What is required:
Lines holding the word "nodes" are the ones to copy from the data below.

━━ Raw data ━━

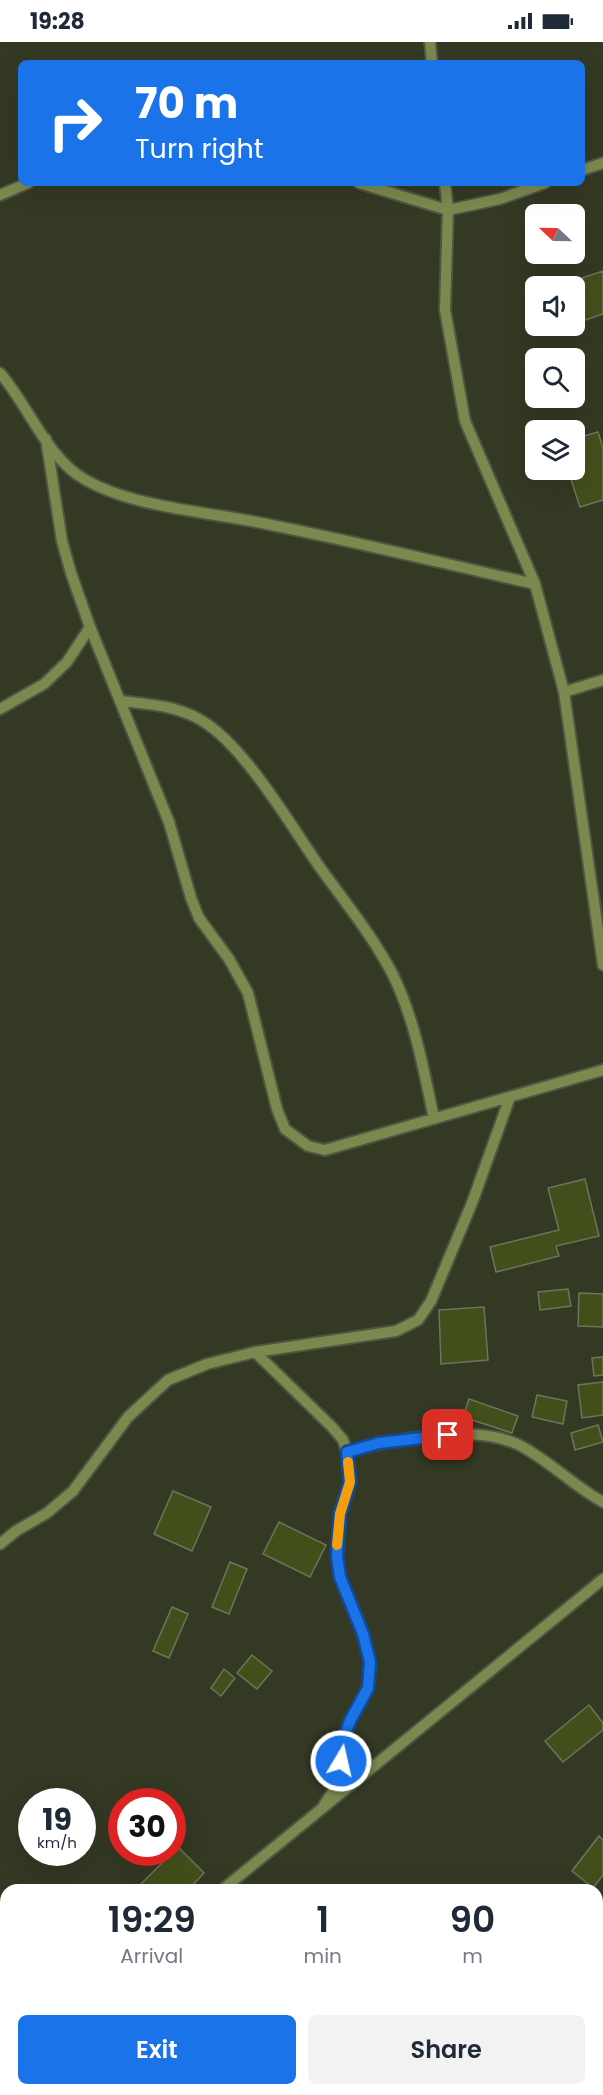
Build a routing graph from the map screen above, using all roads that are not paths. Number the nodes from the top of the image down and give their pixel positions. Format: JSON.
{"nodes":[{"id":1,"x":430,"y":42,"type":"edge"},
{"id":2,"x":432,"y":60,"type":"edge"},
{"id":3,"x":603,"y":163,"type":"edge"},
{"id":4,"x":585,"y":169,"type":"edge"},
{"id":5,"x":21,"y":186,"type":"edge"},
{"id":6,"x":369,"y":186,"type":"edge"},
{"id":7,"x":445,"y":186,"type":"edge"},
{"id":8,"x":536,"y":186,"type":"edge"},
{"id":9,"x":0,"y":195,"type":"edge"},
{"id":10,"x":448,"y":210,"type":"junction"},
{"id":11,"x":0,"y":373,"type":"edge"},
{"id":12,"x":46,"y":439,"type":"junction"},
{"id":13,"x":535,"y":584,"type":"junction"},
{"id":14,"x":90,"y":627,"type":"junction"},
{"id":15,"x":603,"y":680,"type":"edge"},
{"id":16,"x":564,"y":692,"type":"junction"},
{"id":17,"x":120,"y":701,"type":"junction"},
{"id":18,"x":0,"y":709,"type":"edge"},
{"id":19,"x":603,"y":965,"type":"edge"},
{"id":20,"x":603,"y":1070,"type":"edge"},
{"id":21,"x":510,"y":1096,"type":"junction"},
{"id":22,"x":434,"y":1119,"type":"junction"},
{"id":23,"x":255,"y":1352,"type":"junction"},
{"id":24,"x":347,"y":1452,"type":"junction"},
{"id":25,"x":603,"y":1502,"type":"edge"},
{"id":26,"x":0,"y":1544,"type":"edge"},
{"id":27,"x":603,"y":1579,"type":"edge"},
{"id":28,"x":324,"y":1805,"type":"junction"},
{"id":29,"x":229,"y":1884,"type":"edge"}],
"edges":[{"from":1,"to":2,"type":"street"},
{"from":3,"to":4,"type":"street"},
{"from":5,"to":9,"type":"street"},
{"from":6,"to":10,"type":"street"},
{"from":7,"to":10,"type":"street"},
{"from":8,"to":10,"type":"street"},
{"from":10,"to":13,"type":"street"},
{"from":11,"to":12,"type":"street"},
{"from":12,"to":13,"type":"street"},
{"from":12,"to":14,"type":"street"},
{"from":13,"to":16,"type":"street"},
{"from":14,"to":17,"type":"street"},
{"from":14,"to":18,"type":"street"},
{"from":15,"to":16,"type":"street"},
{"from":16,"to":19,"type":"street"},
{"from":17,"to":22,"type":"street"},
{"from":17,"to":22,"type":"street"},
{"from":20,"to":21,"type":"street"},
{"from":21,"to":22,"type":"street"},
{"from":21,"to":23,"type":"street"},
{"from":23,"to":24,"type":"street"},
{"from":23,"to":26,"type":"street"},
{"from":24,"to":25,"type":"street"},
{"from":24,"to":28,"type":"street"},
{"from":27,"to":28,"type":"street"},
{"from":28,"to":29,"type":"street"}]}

━━━

Solution for this exercise:
Build a routing graph from the map screen above, using all roads that are not paths. Number the nodes from the top of the image down and give their pixel positions. Format: JSON.
{"nodes":[{"id":1,"x":430,"y":42,"type":"edge"},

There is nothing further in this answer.